# What the task requires
With the pictures set aside, reproduce each entry precisely as it reads.

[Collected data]
--- START ---

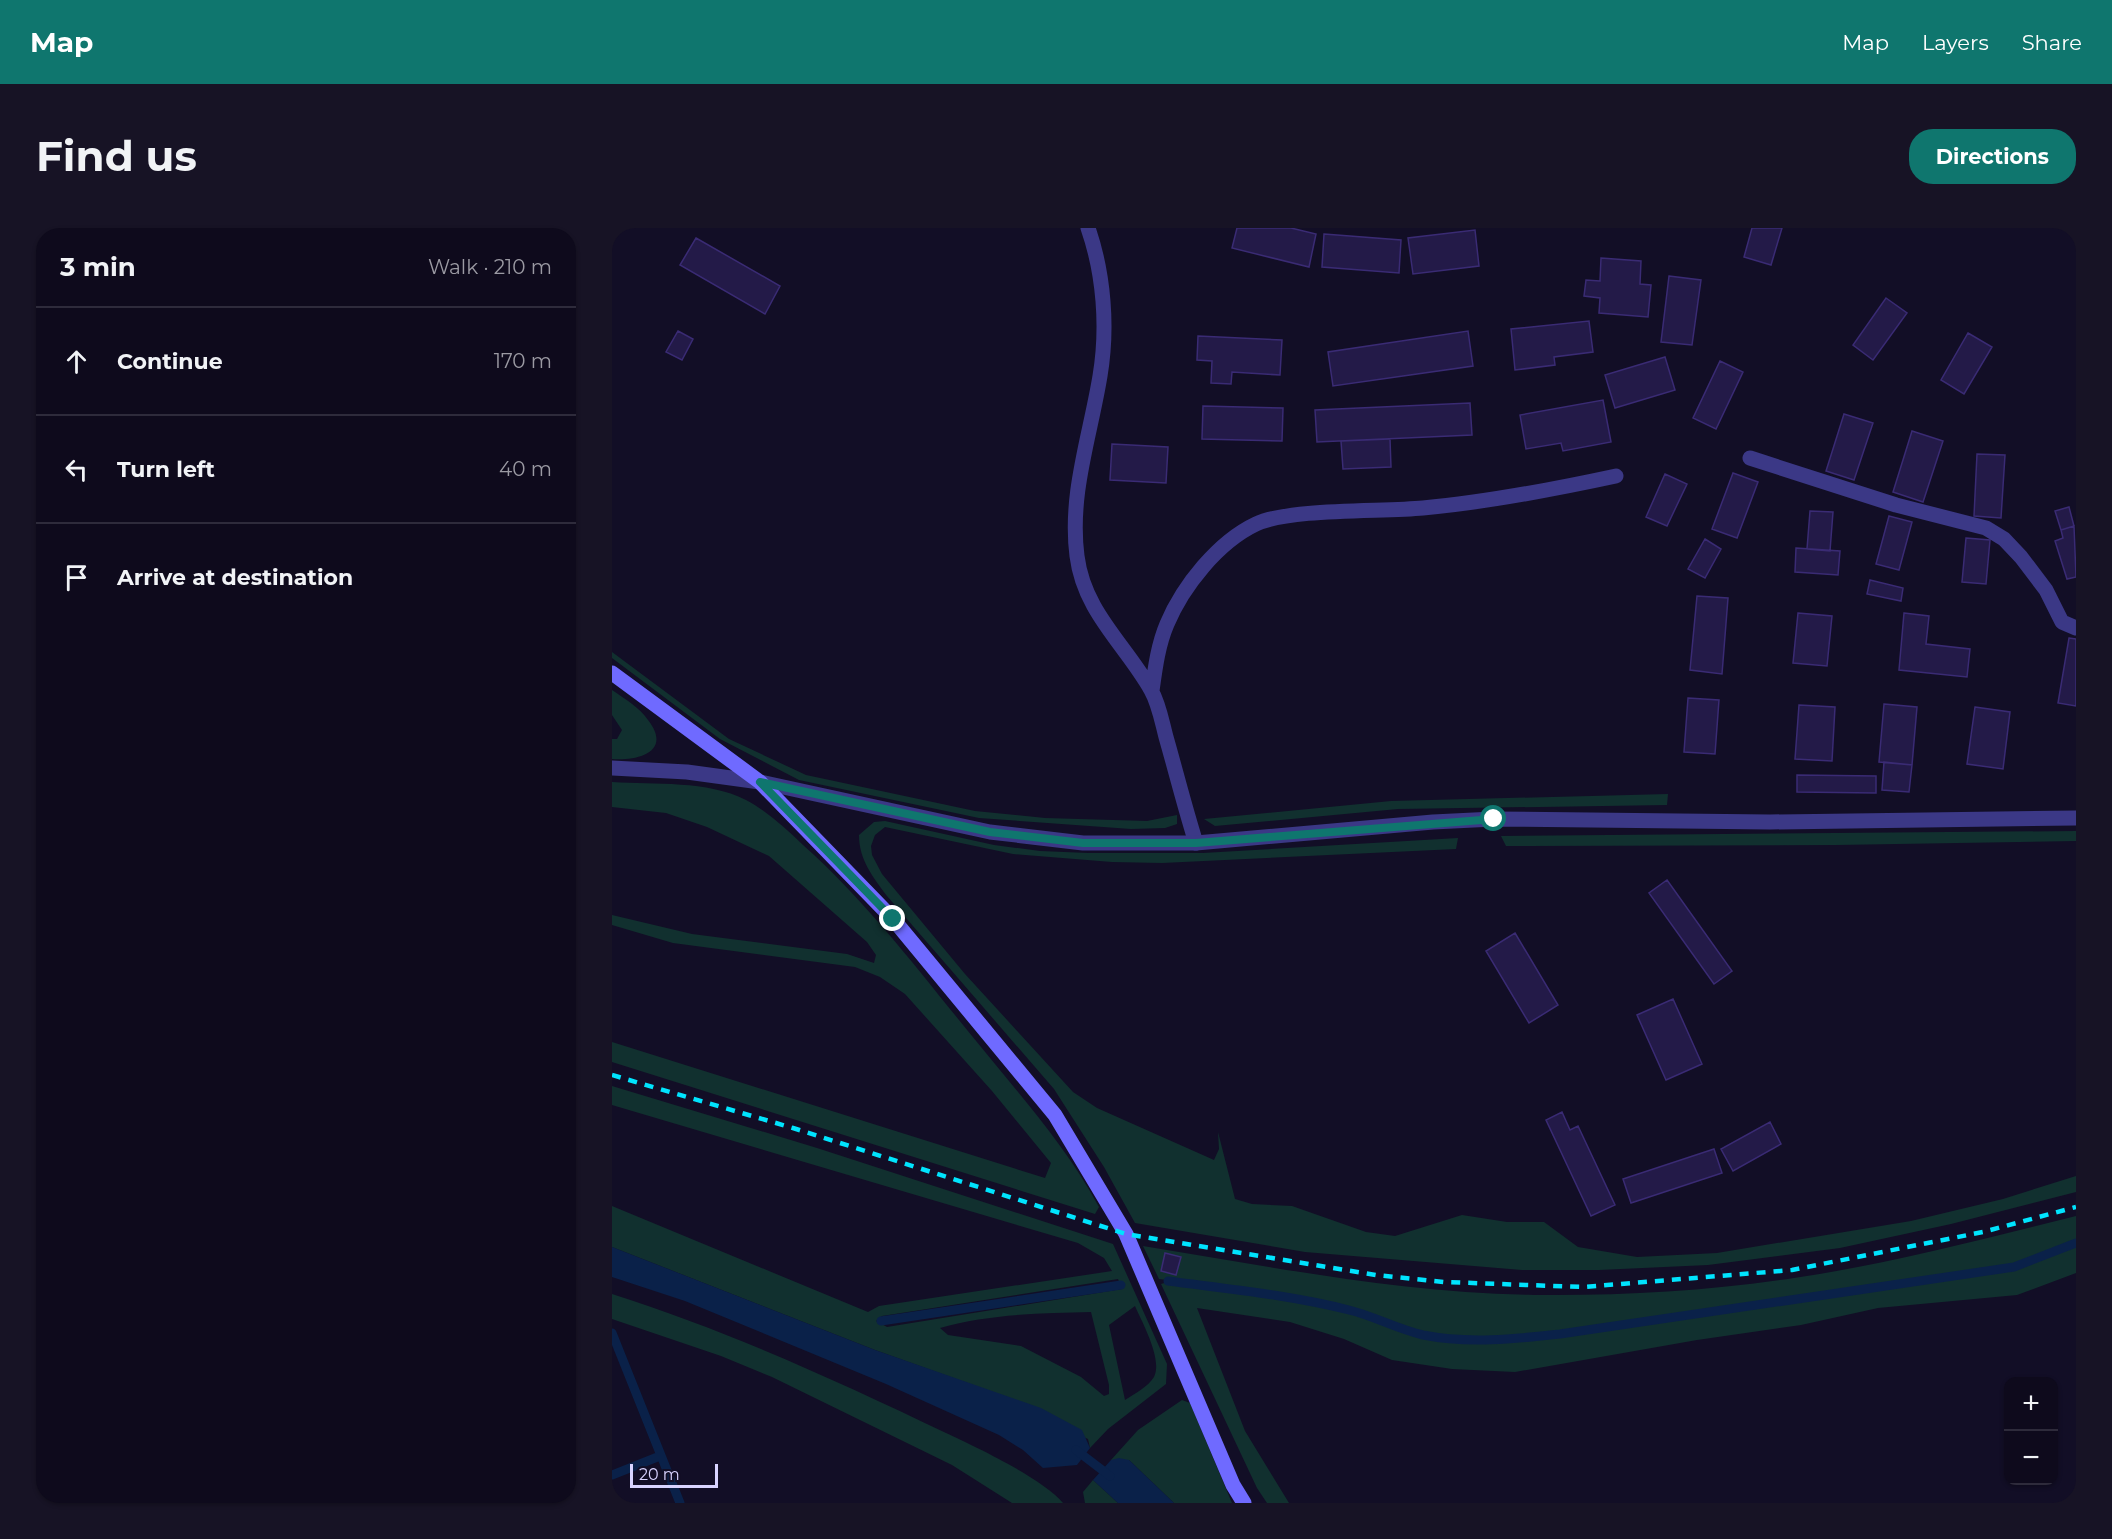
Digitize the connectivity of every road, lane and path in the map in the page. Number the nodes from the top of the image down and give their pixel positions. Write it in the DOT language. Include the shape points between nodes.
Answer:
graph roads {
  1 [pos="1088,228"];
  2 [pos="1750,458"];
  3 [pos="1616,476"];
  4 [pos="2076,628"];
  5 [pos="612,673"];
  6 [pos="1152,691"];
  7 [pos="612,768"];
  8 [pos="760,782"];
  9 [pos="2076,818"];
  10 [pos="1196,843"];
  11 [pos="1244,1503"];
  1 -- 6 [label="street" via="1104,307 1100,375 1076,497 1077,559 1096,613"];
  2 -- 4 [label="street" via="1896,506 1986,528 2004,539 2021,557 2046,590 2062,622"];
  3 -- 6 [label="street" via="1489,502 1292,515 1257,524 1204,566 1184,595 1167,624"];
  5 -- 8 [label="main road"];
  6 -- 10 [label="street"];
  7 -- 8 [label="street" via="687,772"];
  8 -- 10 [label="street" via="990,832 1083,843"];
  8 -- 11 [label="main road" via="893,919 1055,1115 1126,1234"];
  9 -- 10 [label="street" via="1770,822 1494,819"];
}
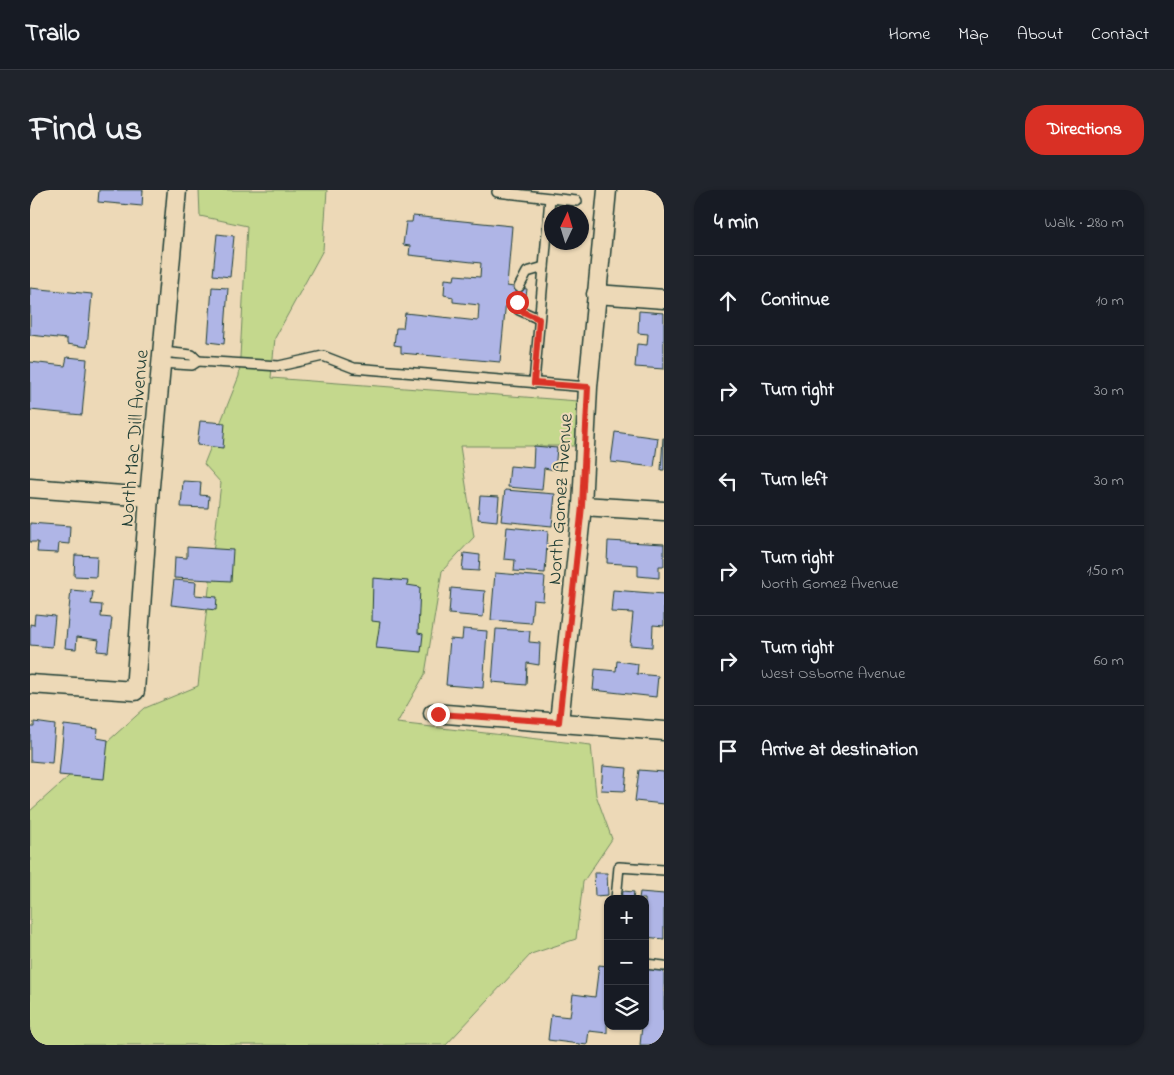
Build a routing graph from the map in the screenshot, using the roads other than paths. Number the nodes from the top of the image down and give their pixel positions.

--- END ---

# Solution for this exercise
Digitize the connectivity of every road, lane and path in the map in the page. Number the nodes from the top of the image down and give their pixel positions. Write it in the DOT language. Include the shape points between nodes.
Answer:
graph roads {
  1 [pos="1088,228"];
  2 [pos="1750,458"];
  3 [pos="1616,476"];
  4 [pos="2076,628"];
  5 [pos="612,673"];
  6 [pos="1152,691"];
  7 [pos="612,768"];
  8 [pos="760,782"];
  9 [pos="2076,818"];
  10 [pos="1196,843"];
  11 [pos="1244,1503"];
  1 -- 6 [label="street" via="1104,307 1100,375 1076,497 1077,559 1096,613"];
  2 -- 4 [label="street" via="1896,506 1986,528 2004,539 2021,557 2046,590 2062,622"];
  3 -- 6 [label="street" via="1489,502 1292,515 1257,524 1204,566 1184,595 1167,624"];
  5 -- 8 [label="main road"];
  6 -- 10 [label="street"];
  7 -- 8 [label="street" via="687,772"];
  8 -- 10 [label="street" via="990,832 1083,843"];
  8 -- 11 [label="main road" via="893,919 1055,1115 1126,1234"];
  9 -- 10 [label="street" via="1770,822 1494,819"];
}
Build a routing graph from the map in the screenshot, using the roads other than paths. Number the nodes from the top of the image down and give their pixel positions.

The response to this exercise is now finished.